What this task involves: Among the entries, find each line that includes the string "ซอยลาดกระบ" and list it.
****
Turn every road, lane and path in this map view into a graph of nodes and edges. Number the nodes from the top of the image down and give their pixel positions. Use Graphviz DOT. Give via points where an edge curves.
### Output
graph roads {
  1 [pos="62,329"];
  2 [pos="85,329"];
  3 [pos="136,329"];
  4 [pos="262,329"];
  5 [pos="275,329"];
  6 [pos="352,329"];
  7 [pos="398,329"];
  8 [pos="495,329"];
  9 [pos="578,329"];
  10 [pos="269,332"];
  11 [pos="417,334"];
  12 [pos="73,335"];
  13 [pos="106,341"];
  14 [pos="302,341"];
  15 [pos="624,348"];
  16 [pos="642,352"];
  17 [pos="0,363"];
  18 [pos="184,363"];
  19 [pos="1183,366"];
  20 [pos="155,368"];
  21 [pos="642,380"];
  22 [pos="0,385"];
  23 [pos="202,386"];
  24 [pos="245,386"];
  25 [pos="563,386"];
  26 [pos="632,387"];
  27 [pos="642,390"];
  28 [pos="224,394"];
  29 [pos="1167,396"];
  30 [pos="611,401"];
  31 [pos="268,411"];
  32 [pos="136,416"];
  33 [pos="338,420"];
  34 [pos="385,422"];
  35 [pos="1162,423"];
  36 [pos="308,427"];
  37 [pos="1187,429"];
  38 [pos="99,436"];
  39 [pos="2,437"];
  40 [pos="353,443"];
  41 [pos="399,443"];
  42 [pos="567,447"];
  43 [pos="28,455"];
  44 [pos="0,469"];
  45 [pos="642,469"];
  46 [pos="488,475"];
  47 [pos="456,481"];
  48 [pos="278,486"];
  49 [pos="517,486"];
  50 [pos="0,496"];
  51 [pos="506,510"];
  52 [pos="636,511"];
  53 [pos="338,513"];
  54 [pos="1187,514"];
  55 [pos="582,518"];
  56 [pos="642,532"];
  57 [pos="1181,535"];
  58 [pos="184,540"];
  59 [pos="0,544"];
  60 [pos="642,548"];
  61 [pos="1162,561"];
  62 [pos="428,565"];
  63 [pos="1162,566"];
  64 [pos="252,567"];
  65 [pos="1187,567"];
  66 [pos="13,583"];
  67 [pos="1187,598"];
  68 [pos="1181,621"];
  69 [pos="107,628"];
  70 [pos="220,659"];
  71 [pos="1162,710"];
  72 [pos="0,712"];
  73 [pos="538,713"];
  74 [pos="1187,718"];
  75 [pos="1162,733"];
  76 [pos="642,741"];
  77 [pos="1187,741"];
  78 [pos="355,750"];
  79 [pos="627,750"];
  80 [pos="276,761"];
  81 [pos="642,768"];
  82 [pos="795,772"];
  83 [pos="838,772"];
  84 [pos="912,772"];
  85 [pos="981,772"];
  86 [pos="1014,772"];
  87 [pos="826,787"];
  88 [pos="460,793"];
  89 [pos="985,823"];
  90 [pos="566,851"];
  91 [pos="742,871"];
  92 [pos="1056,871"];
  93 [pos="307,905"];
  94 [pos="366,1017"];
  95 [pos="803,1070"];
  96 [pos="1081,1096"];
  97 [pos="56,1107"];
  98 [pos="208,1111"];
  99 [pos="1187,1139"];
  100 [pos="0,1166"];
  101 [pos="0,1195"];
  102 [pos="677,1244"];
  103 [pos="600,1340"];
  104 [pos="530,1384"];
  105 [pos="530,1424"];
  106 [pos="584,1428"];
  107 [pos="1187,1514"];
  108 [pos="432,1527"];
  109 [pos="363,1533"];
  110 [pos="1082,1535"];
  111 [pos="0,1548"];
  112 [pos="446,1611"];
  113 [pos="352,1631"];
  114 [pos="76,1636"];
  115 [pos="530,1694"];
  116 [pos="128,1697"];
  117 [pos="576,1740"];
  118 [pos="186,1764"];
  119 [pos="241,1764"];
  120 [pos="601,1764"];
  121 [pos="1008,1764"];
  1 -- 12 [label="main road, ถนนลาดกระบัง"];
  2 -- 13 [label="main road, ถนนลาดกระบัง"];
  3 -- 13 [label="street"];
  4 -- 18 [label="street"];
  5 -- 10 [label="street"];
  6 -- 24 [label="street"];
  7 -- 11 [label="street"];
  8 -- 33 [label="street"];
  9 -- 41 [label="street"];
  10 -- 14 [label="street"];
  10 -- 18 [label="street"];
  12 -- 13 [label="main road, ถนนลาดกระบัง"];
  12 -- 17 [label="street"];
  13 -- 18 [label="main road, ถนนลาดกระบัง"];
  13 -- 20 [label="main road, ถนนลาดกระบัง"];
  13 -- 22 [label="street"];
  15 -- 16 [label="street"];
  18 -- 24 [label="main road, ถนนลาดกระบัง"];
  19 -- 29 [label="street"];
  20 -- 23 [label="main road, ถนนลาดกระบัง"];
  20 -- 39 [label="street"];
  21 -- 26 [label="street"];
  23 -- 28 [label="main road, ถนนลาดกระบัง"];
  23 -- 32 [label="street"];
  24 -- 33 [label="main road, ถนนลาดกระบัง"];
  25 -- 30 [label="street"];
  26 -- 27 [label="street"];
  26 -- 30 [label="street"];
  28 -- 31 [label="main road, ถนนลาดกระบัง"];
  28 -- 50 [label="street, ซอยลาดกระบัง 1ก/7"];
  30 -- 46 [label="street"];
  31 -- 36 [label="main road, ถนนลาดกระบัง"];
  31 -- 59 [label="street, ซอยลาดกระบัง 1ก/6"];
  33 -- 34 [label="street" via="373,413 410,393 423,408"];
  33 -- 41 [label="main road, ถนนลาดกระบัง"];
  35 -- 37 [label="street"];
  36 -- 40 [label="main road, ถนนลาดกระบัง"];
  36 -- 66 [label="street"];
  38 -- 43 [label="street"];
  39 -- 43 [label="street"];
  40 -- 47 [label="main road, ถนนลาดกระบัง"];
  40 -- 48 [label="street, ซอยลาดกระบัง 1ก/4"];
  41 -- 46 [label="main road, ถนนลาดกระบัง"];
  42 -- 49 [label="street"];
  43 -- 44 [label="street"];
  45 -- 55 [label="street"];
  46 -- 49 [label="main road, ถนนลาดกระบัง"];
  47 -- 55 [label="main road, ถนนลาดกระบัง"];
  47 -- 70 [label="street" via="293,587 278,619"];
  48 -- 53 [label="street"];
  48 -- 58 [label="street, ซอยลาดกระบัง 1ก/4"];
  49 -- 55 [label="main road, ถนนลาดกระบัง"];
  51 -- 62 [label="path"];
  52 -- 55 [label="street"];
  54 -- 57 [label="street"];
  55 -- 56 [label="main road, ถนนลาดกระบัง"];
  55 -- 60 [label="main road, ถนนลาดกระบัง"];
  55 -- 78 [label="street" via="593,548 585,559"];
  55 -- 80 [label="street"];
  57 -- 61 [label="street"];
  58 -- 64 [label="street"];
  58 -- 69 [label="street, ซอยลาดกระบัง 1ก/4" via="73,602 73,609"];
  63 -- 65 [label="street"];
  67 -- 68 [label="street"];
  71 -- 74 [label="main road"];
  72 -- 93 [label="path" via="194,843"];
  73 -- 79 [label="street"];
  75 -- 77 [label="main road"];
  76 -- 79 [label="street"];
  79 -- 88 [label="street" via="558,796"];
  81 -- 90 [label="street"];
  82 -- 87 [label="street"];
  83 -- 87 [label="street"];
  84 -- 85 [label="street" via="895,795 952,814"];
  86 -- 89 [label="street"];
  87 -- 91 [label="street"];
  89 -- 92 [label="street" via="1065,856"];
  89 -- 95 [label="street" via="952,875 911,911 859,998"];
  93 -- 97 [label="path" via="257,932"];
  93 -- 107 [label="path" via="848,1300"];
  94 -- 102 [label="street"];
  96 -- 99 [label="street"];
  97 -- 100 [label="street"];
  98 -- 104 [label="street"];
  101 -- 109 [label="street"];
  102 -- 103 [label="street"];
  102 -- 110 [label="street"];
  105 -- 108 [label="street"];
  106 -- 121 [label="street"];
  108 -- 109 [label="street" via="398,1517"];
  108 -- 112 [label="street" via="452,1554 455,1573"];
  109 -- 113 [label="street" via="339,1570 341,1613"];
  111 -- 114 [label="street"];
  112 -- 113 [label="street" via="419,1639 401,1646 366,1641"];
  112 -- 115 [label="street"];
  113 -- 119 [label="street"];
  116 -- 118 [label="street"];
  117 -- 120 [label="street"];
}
****
Response area:
  28 -- 50 [label="street, ซอยลาดกระบัง 1ก/7"];
  31 -- 59 [label="street, ซอยลาดกระบัง 1ก/6"];
  40 -- 48 [label="street, ซอยลาดกระบัง 1ก/4"];
  48 -- 58 [label="street, ซอยลาดกระบัง 1ก/4"];
  58 -- 69 [label="street, ซอยลาดกระบัง 1ก/4" via="73,602 73,609"];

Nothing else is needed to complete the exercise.